Table of contents

Set up a remote Hadoop cluster to work with Watson Studio Local

You can set up a remote Hadoop cluster to allow Watson Studio Local users to securely access the data that resides on a Hadoop cluster and submit jobs to use Spark and compute resources on the Hadoop cluster.

Watson Studio Local interacts with a Hadoop cluster through the following four services:
Service Purpose
WebHDFS Browse and preview HDFS data
WebHCAT Browse and preview Hive tables
Livy for Spark Submit jobs to Spark on the Hadoop cluster.
Livy for Spark2 Submit jobs to Spark2 on the Hadoop cluster.
Setting up a Hadoop cluster for Watson Studio Local entails installing and configuring the four services.
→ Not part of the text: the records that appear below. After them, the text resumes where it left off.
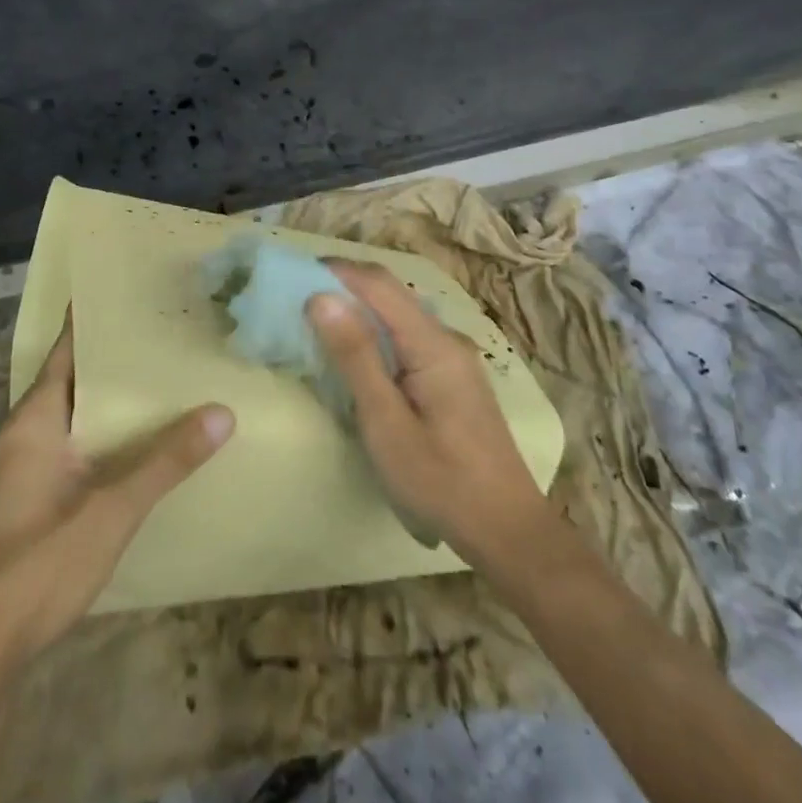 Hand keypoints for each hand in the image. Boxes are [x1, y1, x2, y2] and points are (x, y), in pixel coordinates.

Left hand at [0, 319, 234, 670]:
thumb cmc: (36, 565)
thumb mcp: (110, 510)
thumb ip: (165, 462)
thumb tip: (222, 412)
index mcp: (35, 420)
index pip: (66, 351)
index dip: (94, 321)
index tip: (131, 293)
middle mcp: (24, 436)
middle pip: (73, 382)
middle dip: (115, 362)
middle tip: (167, 337)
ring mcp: (23, 473)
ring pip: (74, 420)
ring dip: (111, 404)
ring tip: (163, 384)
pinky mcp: (28, 505)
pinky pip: (73, 452)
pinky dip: (104, 439)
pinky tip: (136, 450)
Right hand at [307, 261, 552, 563]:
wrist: (508, 530)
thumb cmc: (441, 481)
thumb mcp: (386, 423)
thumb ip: (355, 357)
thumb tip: (321, 298)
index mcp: (433, 343)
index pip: (379, 284)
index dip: (336, 271)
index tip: (293, 275)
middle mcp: (447, 338)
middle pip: (391, 293)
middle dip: (344, 286)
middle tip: (298, 299)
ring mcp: (454, 357)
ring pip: (399, 315)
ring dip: (359, 310)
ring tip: (319, 323)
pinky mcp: (453, 376)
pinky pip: (409, 337)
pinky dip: (376, 334)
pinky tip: (358, 356) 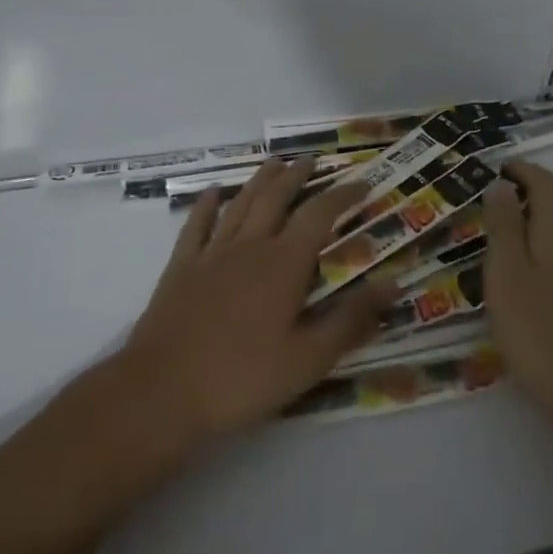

Additionally, for kerberized clusters, the setup entails configuring a gateway with JWT-based authentication to securely authenticate requests from Watson Studio Local users.
Important: The set up tasks must be performed by a Hadoop administrator.
Edge node hardware requirements
  • 8 GB memory
  • 2 CPU cores
  • 100 GB disk, mounted and available on /var in the local Linux file system. The installation creates the following directories: /var/log/dsxhi, /var/log/livy, and /var/log/livy2 to store the logs and /var/run/dsxhi, /var/run/livy and /var/run/livy2 to store the process IDs. These locations are not configurable.
  • 10 GB network interface card recommended for multi-tenant environment (1 GB network interface card if WEBHDFS will not be heavily utilized)
Edge node requirements
  • Have Python 2.7 installed.
  • CDH only: Have Java Development Kit Version 1.8 installed.
  • Have curl 7.19.7-53 or later to allow secure communication between the Hadoop registration service and Watson Studio Local.
Ports
  • Have an external port for the Hadoop registration service.
  • Have an internal port available for the Hadoop registration REST service.
  • Depending on the service that needs to be exposed by Hadoop registration, have internal ports available for Livy for Spark and Livy for Spark 2.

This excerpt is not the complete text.